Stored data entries

= Beginning of Section =

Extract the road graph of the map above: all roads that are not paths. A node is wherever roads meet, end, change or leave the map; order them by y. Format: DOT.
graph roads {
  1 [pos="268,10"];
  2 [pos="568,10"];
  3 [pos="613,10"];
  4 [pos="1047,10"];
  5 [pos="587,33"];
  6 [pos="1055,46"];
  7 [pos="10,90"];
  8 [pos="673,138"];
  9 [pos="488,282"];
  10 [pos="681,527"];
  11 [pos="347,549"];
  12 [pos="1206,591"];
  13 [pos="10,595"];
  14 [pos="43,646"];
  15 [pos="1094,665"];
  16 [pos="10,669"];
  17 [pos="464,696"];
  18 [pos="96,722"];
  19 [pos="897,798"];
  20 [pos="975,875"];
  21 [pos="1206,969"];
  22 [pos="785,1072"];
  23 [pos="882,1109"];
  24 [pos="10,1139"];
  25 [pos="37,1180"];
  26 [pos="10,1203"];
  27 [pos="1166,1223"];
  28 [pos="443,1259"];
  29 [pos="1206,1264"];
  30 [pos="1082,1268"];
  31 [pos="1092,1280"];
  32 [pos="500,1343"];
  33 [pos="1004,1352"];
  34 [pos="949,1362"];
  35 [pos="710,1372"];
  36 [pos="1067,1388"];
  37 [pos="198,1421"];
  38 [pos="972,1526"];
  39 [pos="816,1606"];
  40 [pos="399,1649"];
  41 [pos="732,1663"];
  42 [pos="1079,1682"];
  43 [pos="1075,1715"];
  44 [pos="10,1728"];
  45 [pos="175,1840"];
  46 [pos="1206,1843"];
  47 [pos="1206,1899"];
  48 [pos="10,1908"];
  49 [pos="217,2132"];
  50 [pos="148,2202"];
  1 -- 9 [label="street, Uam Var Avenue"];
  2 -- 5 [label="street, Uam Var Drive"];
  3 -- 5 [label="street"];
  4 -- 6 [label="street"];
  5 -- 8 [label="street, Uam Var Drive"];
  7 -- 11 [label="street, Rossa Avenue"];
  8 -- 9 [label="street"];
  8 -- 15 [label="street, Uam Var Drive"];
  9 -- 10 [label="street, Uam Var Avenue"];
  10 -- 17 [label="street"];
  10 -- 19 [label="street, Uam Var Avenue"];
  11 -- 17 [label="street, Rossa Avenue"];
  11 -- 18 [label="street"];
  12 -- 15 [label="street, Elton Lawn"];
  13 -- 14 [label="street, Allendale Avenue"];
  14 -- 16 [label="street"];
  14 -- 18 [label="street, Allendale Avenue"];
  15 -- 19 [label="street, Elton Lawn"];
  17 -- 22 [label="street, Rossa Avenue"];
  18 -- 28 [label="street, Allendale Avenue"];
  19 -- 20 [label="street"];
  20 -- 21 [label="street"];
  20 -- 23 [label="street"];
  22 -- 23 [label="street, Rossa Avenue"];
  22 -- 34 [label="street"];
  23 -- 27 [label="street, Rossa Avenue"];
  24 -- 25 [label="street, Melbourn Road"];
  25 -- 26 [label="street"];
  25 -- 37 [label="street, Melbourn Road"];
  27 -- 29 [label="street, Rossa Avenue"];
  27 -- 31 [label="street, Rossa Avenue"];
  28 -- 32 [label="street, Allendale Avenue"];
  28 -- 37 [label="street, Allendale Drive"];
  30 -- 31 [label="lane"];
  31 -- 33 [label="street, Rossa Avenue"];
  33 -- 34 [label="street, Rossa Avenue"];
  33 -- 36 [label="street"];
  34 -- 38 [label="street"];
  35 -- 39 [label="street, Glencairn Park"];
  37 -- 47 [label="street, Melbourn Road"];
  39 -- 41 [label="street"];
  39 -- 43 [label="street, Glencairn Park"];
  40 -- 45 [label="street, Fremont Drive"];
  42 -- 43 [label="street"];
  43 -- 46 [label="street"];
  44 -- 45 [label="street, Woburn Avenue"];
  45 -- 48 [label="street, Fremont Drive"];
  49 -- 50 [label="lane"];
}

= End of Section =
= Beginning of Section =

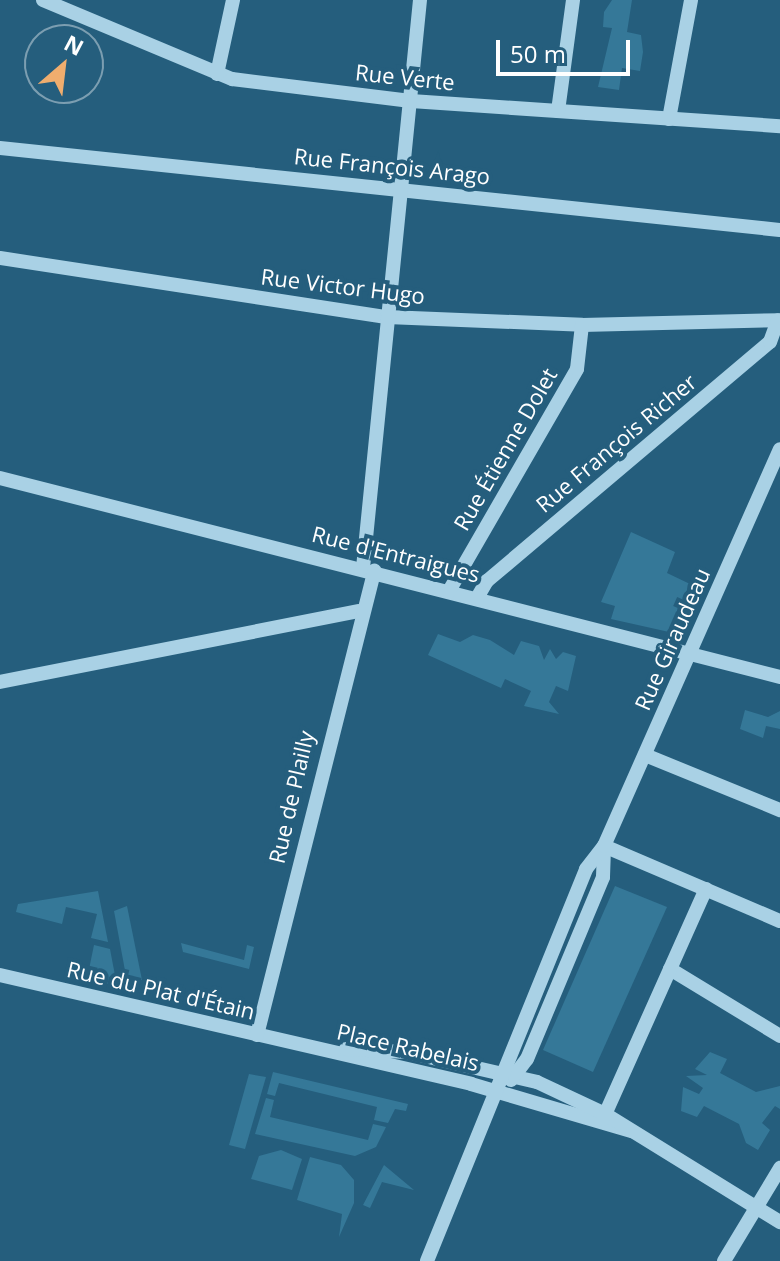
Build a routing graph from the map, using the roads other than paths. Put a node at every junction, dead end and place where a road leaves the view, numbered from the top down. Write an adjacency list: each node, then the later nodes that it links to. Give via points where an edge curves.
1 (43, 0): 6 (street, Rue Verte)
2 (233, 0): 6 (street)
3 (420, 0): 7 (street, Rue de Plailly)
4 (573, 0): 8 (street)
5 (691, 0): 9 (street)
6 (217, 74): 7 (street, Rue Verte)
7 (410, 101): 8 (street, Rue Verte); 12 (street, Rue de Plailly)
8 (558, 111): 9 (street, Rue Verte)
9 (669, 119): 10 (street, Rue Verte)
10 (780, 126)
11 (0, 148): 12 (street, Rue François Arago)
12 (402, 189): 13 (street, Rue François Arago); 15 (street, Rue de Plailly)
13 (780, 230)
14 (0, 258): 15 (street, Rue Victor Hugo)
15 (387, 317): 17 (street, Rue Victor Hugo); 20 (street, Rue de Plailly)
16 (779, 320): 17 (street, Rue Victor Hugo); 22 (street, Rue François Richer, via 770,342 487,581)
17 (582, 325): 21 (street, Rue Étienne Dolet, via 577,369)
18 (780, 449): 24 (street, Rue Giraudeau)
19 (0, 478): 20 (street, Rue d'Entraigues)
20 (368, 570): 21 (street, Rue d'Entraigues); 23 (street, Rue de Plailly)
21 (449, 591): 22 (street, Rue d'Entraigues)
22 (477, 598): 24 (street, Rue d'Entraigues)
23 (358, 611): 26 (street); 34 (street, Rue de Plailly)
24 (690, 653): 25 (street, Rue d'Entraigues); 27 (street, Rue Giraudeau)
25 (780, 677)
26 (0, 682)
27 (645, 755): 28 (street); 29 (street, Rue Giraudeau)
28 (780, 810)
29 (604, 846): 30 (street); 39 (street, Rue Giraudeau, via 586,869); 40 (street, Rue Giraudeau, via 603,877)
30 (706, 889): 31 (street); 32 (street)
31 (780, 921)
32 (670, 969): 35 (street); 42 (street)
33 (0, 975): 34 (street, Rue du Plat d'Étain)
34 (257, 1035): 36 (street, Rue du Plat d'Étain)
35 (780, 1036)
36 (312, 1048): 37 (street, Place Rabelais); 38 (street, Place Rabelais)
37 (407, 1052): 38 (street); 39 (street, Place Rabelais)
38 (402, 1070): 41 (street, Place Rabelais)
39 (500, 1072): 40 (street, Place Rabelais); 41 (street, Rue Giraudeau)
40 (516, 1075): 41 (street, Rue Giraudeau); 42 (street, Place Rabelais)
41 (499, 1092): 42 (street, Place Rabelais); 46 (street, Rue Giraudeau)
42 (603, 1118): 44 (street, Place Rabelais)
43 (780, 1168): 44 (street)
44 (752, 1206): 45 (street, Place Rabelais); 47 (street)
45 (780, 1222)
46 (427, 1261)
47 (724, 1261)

= End of Section =

WORK INSTRUCTIONS: All lines above containing the string "Drive": copy each one.

SOLUTION TO THIS TASK:
  2 -- 5 [label="street, Uam Var Drive"];
  5 -- 8 [label="street, Uam Var Drive"];
  8 -- 15 [label="street, Uam Var Drive"];
  28 -- 37 [label="street, Allendale Drive"];
  40 -- 45 [label="street, Fremont Drive"];
  45 -- 48 [label="street, Fremont Drive"];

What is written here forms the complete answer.